1. Kill the session tokens for an account, logging them out
2. Attach wireshark/tshark to the docker network that’s hosting the Lemmy backend
3. Wait for the user to submit their password. You will get it in plaintext.

This won’t work against people who never log in again. Active users will.

If the admin just wants to impersonate you… they can just generate a session under your account name and do that. 2FA doesn’t stop them, difficult passwords doesn’t stop them, OAuth doesn’t stop them.

There’s no way for other admins validate if someone is actually getting hacked by their admin or if they’re just being dicks spreading rumours.

The best you can do is create a new account and always cryptogroahically sign your messages using a key stored offline on your computer…There are PGP applications for every platform. If you and someone you DM both have PGP keys, you can even use that to send end-to-end encrypted messages. If everyone does that, unsigned posts can essentially he discarded by the community as fakes.

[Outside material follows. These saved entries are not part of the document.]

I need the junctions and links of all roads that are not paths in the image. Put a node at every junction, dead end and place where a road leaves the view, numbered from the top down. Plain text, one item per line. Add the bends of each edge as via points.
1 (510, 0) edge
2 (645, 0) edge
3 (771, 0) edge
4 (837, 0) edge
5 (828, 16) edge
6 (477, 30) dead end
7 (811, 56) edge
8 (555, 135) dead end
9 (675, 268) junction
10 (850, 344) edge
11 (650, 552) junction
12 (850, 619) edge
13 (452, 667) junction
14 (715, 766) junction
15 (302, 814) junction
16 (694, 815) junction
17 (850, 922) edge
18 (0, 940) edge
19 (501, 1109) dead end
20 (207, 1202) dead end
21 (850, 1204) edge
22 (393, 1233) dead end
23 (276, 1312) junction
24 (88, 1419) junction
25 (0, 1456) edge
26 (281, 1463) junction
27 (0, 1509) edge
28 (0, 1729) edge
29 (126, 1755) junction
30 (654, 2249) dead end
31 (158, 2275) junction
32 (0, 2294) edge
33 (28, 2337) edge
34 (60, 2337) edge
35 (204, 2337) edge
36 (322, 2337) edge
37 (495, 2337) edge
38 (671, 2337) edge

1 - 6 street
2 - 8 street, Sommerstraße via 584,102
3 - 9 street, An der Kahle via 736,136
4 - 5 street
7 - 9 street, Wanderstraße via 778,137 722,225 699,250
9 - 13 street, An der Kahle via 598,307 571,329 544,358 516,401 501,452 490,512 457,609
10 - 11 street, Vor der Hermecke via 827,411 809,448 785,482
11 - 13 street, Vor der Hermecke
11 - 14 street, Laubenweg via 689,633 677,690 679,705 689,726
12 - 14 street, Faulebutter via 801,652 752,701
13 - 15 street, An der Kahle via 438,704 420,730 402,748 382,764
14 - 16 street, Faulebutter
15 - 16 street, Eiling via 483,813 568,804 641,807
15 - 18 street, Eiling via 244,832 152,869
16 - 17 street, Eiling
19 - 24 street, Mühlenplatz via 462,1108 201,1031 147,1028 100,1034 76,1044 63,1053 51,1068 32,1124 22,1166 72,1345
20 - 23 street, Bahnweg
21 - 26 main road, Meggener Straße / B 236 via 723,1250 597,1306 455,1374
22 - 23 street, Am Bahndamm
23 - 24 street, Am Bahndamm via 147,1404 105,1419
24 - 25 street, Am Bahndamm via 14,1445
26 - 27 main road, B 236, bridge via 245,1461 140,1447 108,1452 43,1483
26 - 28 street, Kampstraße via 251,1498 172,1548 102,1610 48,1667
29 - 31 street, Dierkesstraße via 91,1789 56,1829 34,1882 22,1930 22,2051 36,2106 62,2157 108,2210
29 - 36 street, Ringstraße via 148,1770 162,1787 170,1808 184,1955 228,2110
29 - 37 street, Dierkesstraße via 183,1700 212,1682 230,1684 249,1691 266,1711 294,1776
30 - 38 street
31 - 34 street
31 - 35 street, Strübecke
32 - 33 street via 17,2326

This won’t stop the admin from faking your account downvoting everyone, subscribing you to pedo communities, or messing with your account. The admin can also post things like “I don’t have my PGP key on this phone, I’ll sign this later” and delete any of your messages that indicate any protest against the admin’s actions. The admin can even strip the signature from all of your previous posts and replace with with a different signature using a key of theirs. Only if you and everyone around you know that your messages should always be signed by a certain key, are you free from admin interference.

Just like every other online platform (that isn’t run by cryptobros).

You can only avoid all of this by hosting stuff yourself and being your own admin.